Today I also did some testing on my OBDII extension cable. First, I looked up the pinout of the car-side OBDII connector:


From the pinout I noticed I only cared about 5 of the 16 pins:
- +12V
- Chassis Ground
- Signal Ground
- CAN High
- CAN Low

Next I looked at my OBDII extension plug's pin labeling, found the pin numbers I cared about, and used the multimeter to find which wire corresponded to which pin. Once I identified each pin, I labeled it using tape and a marker.







Lastly, I was randomly looking around google and I found something I might be able to use for the project. Turns out people sometimes use what is called a scope lens protector for their gun sights. It's a small piece of glass or see-through plastic that sits on a rail mount in front of a gun sight. I might be able to use one of these for the HUD part of the project. Here's what I'm talking about:




ToDo:
- Connect the plug to my car's OBDII port and test the connections
- Test the new OLED
Title: Re: Car Diagnostics and HUD Tool
Post by: Power_Broker on Mar 12, 2019, 02:23 am
Yesterday I got the new OLED screen and it works flawlessly with my Teensy.

Today the 2A fast blow fuses and their mounts came in today.
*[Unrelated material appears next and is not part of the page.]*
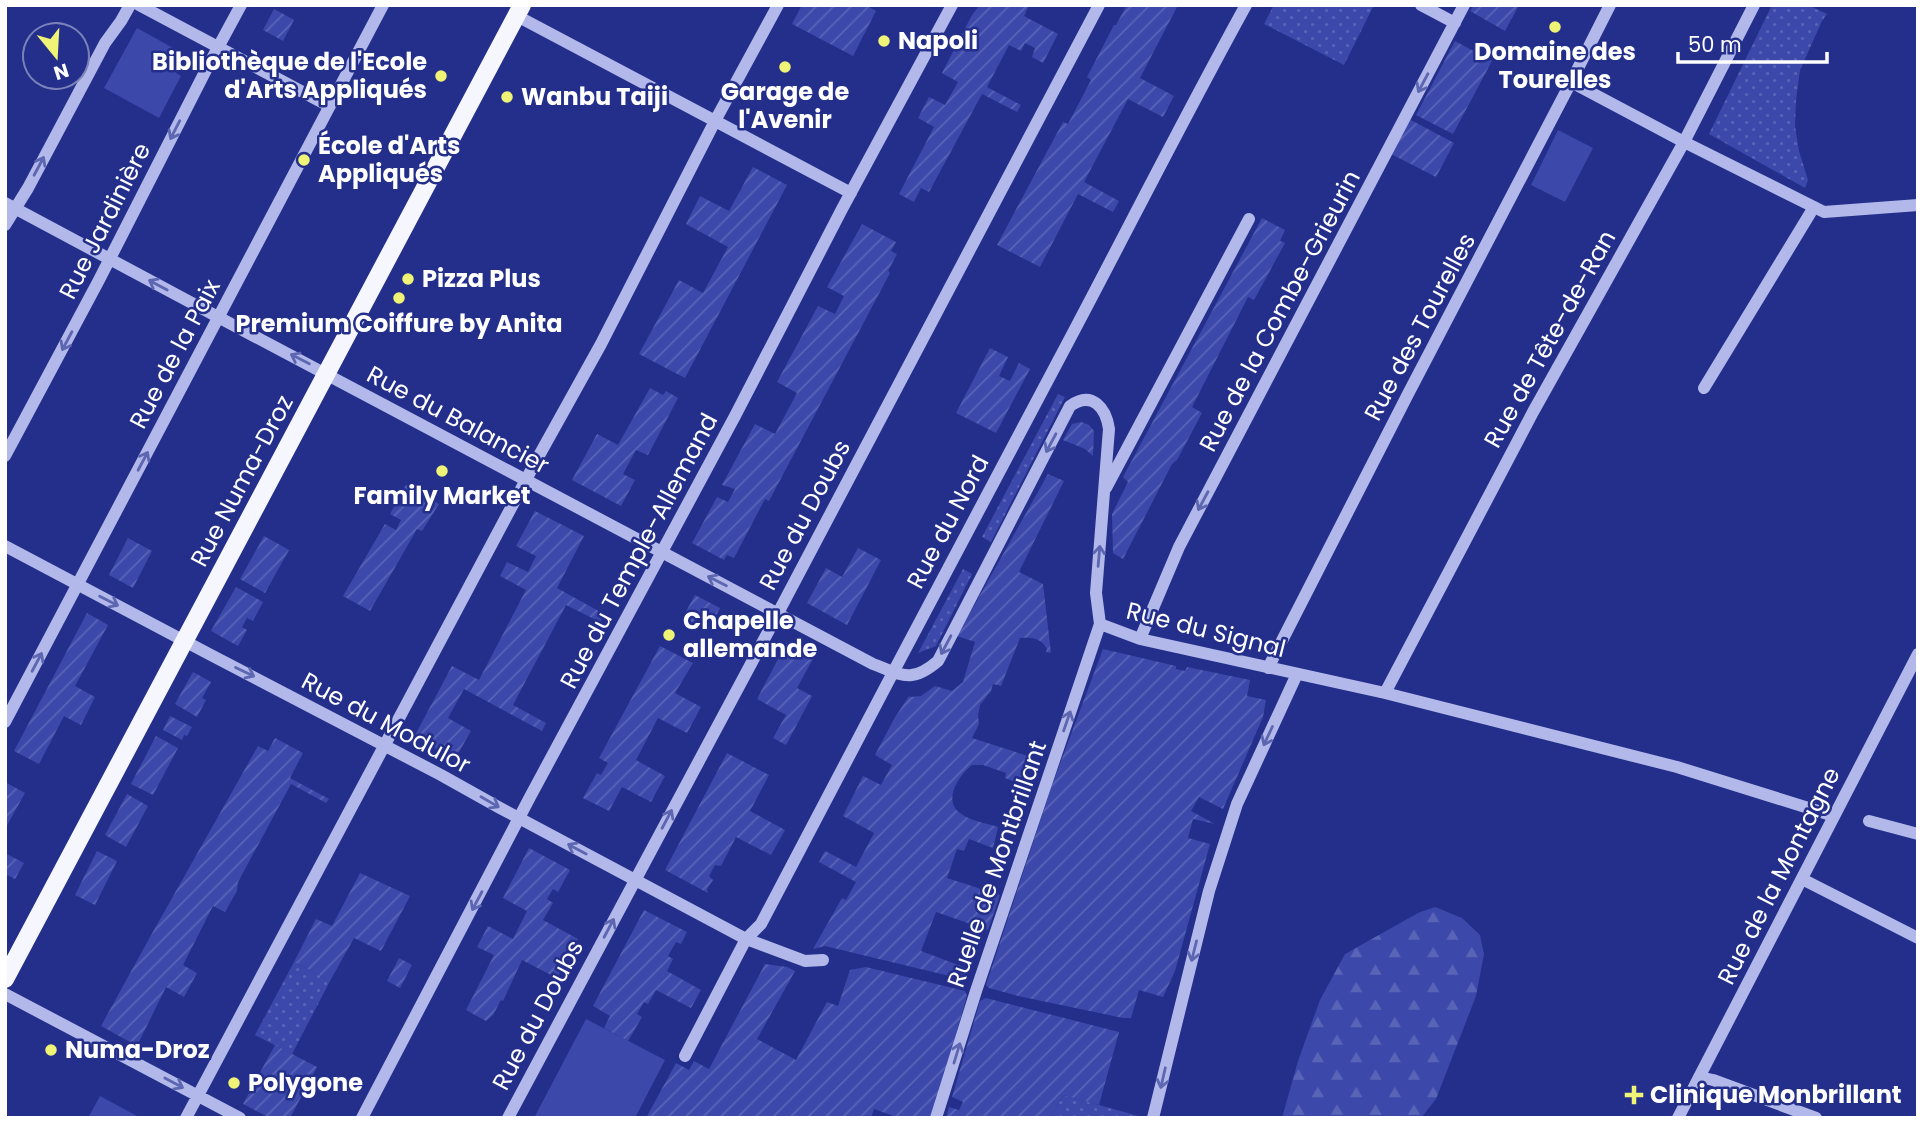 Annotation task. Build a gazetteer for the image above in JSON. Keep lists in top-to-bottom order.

Turns out the mounts don't quite fit a standard PCB hole pattern, so I soldered them inline with the wires from the OBDII cable, hot glued the mounts together, and then soldered a 4 position JST female connector on the end.
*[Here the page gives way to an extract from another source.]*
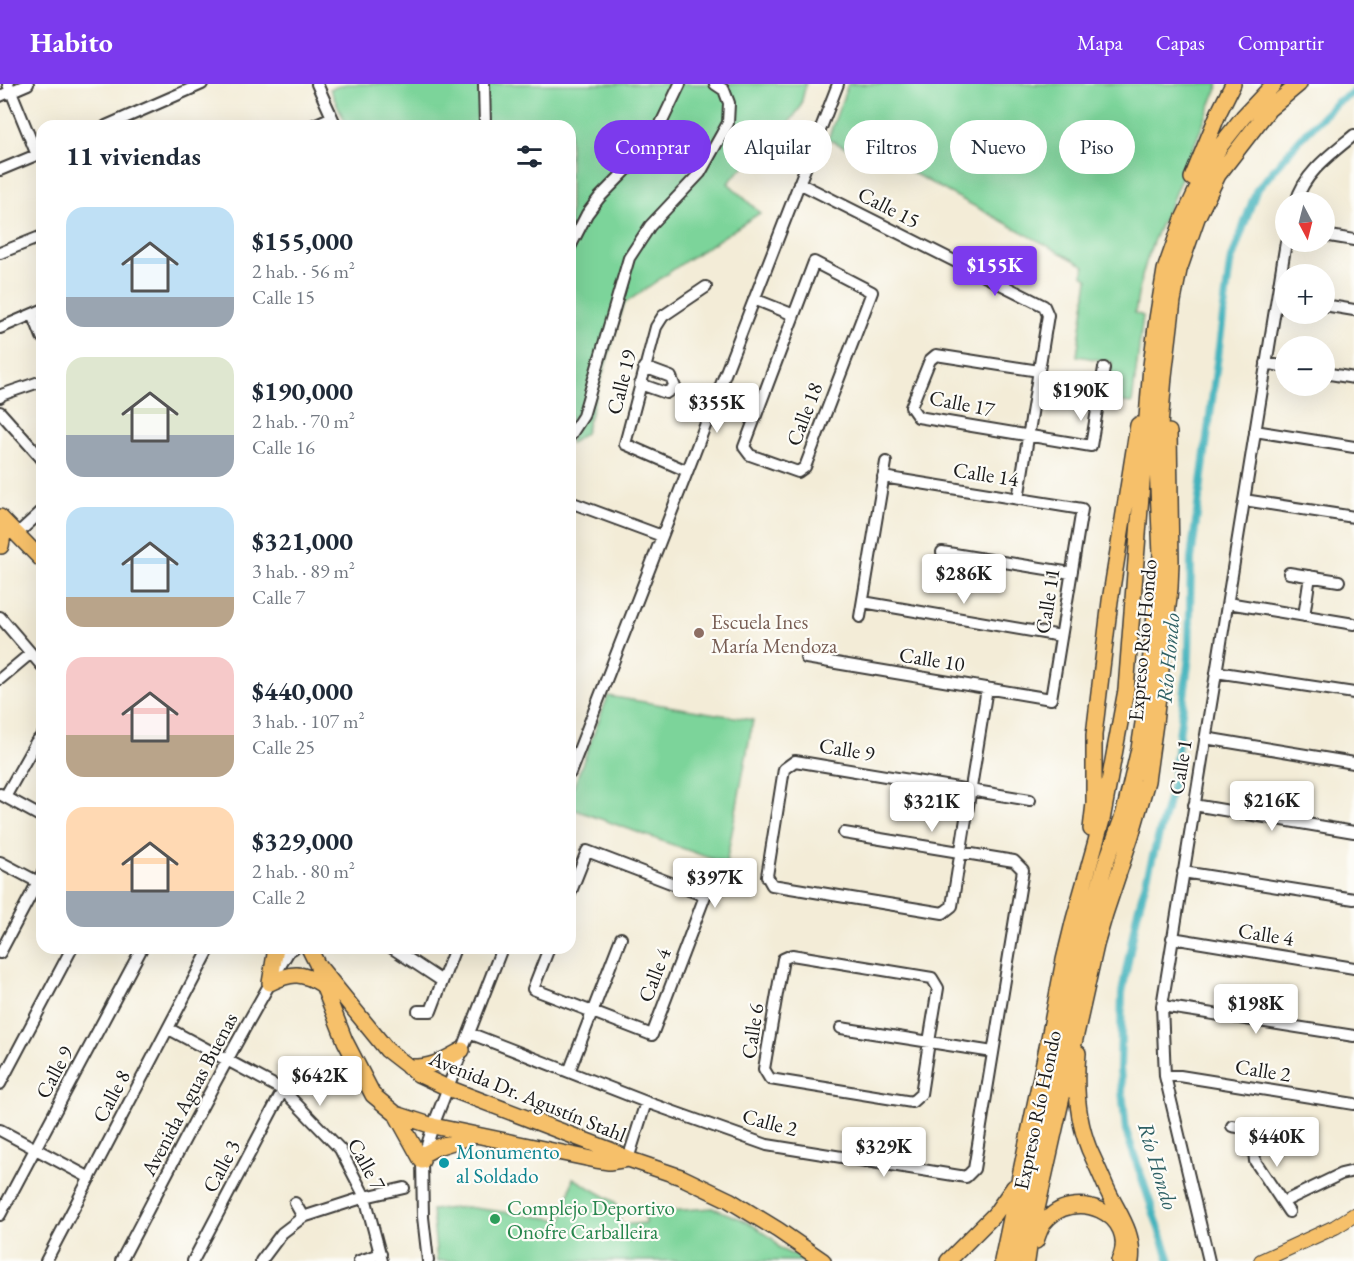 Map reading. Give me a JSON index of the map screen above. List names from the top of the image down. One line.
{"streets":{"highway":["Expreso Río Hondo","Avenida Dr. Agustín Stahl"],"street":["Calle 15","Calle 19","Calle 17","Calle 18","Calle 14","Calle 11","Calle 10","Calle 9","Calle 1","Calle 4","Calle 6","Calle 2","Avenida Aguas Buenas","Calle 8","Calle 7","Calle 3"]},"crossings":[["Calle 15","Calle 17"],["Calle 15","Calle 14"],["Calle 14","Calle 11"],["Calle 11","Calle 10"],["Calle 9","Calle 2"],["Calle 1","Calle 4"],["Calle 1","Calle 2"],["Avenida Aguas Buenas","Calle 7"],["Calle 8","Calle 7"],["Calle 7","Calle 3"]],"water":["Río Hondo"],"places":["Escuela Ines María Mendoza","Monumento al Soldado","Complejo Deportivo Onofre Carballeira"],"north":"bottom","page":{"header":"Habito","nav":["Mapa","Capas","Compartir"],"chip":["Comprar","Alquilar","Filtros","Nuevo","Piso"],"heading":"11 viviendas","map_buttons":["+","−"],"list":[{"name":"$155,000","note":"2 hab. · 56 m² · Calle 15"},{"name":"$190,000","note":"2 hab. · 70 m² · Calle 16"},{"name":"$321,000","note":"3 hab. · 89 m² · Calle 7"},{"name":"$440,000","note":"3 hab. · 107 m² · Calle 25"},{"name":"$329,000","note":"2 hab. · 80 m² · Calle 2"}],"price":["$155K","$190K","$355K","$286K","$216K","$321K","$397K","$198K","$642K","$440K","$329K"]}} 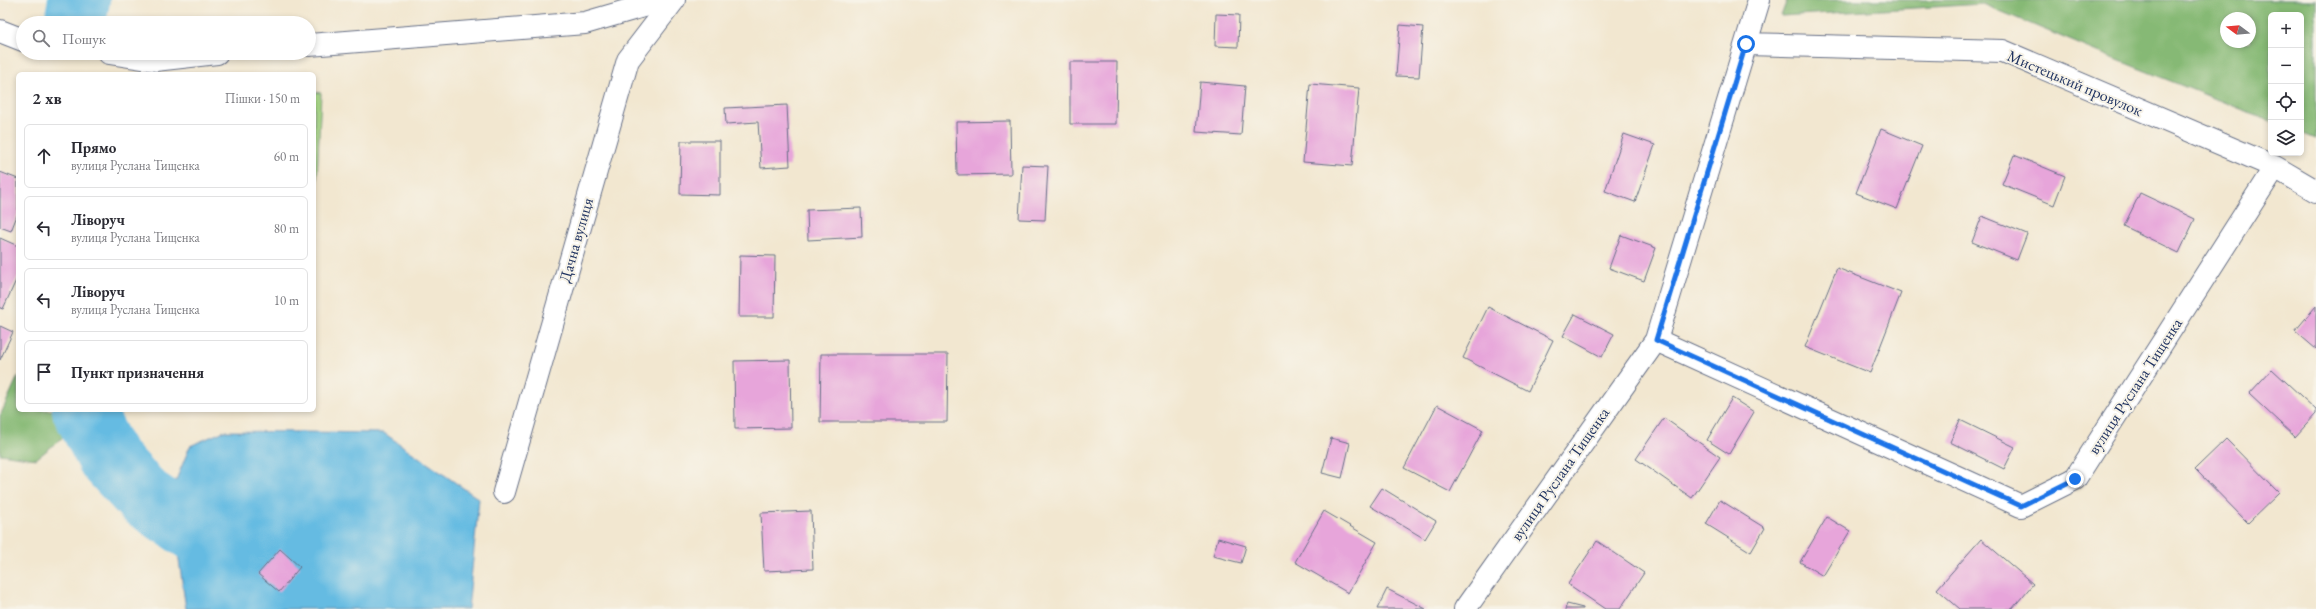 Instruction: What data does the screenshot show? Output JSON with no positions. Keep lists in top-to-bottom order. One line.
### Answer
{"streets":{"street":["Мистецький провулок","Дачна вулиця","вулиця Руслана Тищенка"]},"crossings":[["Мистецький провулок","вулиця Руслана Тищенка"]],"north":"left","page":{"map_buttons":["+","−"],"search":"Пошук","heading":["2 хв","Пішки · 150 m"],"list":[["Прямо","вулиця Руслана Тищенка","60 m"],["Ліворуч","вулиця Руслана Тищенка","80 m"],["Ліворуч","вулиця Руслана Тищенка","10 m"],"Пункт призначення"]}}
I then took it out to the car and tested the connections with my multimeter. First I verified that I was getting +12V from the power wires. Then I verified that there is ~60 Ohms resistance across the CANH and CANL lines (since there are two 120 Ohm terminating resistors in parallel on the CAN line - total resistance should be 60 Ohms). Looks like the wiring of the cable is good!

I also did some reading on Chassis GND vs Signal GND and decided there was no real need to use Signal GND. Because of this, I'm only using Chassis GND as my ground - Signal GND isn't being wired for this project.

Here are some pics:




Title: Re: Car Diagnostics and HUD Tool
Post by: Power_Broker on Mar 12, 2019, 02:24 am
Sorry that the pics are lopsided, they're right side up on my computer lol
Title: Re: Car Diagnostics and HUD Tool
Post by: Power_Broker on Mar 12, 2019, 03:33 am
I found a cool 3D printable HUD setup I might edit and use for this project: HUD Link (https://www.thingiverse.com/thing:2459191)
Title: Re: Car Diagnostics and HUD Tool
Post by: Power_Broker on Mar 13, 2019, 11:33 pm
Did some research on the FlexCAN library that gets installed with teensyduino: although I could be wrong, it looks like it only runs on a T3.6, but there was a header comment in one of the libraries files that said it worked with all of the Teensys. Then I stumbled upon a PJRC forum thread that said something about some FlexCAN library versions working with the T3.5 and some that don't so I decided to just ask on the PJRC forum about it.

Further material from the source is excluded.